In questi anni siamo ancora in un’epoca di passaggio tra l’economia generata dalla seconda rivoluzione industriale e l’economia che sorgerà dopo i mutamenti sociali emersi durante gli anni di crisi e di recessione. Occorre quindi che la costruzione di un periodo di benessere e di sviluppo avvenga mettendo al centro la persona con i suoi bisogni e non solo gli indici del prodotto interno lordo. Questo sta a significare che anche l’impresa può darsi dei fini, come lo Stato ha nella sua natura (deviata dalla corruzione dell’uomo) il perseguimento del bene comune e la famiglia la prosecuzione della storia di una comunità grazie allo straordinario avvenimento della procreazione. ‘Perché lavorando ogni giorno tra le pareti della fabbrica e le macchine e i banchi e gli altri uomini per produrre qualcosa che vediamo correre nelle vie del mondo e ritornare a noi in salari poi pane, vino e casa, partecipiamo ogni giorno alla vita pulsante della fabbrica, alle sue cose più piccole e alle sue cose più grandi, finiamo per amarla, per affezionarci ad essa diventa veramente nostra, il lavoro diventa a poco a poco parte della nostra anima, diventa quindi un’immensa forza spirituale’.

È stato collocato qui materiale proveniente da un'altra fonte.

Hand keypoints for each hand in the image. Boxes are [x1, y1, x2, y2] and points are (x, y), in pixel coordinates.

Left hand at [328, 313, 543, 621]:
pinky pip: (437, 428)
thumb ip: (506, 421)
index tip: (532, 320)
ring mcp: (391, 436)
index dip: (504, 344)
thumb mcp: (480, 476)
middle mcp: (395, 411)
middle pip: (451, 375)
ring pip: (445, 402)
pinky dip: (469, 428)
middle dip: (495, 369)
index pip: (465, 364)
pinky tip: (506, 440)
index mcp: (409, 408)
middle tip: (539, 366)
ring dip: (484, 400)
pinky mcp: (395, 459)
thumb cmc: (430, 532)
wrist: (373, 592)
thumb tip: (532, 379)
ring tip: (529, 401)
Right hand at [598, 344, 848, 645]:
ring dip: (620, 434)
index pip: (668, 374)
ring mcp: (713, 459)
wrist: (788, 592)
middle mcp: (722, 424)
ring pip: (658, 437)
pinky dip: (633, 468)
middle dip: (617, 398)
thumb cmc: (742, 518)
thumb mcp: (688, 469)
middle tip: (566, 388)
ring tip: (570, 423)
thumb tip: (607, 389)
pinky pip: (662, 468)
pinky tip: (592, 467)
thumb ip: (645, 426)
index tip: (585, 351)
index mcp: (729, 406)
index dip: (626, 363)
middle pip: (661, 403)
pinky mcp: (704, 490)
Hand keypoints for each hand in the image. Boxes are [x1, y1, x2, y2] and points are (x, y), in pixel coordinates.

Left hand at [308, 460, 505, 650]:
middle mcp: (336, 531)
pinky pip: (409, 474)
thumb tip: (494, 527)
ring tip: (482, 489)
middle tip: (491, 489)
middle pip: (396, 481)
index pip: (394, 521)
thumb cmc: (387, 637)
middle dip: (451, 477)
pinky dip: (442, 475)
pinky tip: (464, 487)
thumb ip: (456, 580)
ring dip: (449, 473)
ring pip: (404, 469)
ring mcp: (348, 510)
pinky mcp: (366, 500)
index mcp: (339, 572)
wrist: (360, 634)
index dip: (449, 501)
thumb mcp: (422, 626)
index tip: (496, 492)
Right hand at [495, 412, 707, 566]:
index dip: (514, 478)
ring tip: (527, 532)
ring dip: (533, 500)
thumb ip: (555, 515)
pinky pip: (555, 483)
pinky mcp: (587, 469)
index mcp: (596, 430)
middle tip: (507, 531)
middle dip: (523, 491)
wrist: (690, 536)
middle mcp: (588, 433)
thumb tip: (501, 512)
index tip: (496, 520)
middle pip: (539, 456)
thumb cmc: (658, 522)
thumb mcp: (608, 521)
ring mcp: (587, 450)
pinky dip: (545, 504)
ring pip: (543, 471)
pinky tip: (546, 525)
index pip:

Lavoro come forza spirituale? Ebbene si, Adriano Olivetti c’entra perfettamente il punto di un’azienda veramente a misura d’uomo: solo superando il sistema arido delle multinazionali e ricreando il clima di compartecipazione al destino dell’azienda da parte dei lavoratori, potremo davvero ricreare le condizioni perché miracoli economici come la Olivetti ad Ivrea o la Merloni a Fabriano si ripetano. Come? Piccolo azionariato diffuso per i lavoratori, sostegno reale ai lavoratori giovani che vogliono ‘mettere su’ famiglia tramite partnership con banche capaci di erogare mutui, aziende che si fanno ‘garanti’ di servizi sociali essenziali per le famiglie dei loro dipendenti (asili nido, scuole..): non solo partecipando alle istituzioni che erogano questi servizi attraverso propri contributi erogati ma creando le condizioni perché l’azienda sia un luogo accogliente per chi ha figli. Su questa linea chiarisce bene quanto ho appena detto sempre l’Ing. Olivetti: ‘La fabbrica di Ivrea, pur agendo in un mezzo economico ed accettandone le regole, ha rivolto i suoi fini e le sue maggiori preoccupazioni all’evoluzione materiale, culturale e sociale del luogo ove fu chiamata ad operare, avviando quella regione verso un tipo di comunità nuova ove non vi sia più differenza sostanziale di fini tra i protagonisti delle sue umane vicende, della storia che si fa giorno per giorno per garantire ai figli di quella terra un avvenire, una vita più degna di essere vissuta’.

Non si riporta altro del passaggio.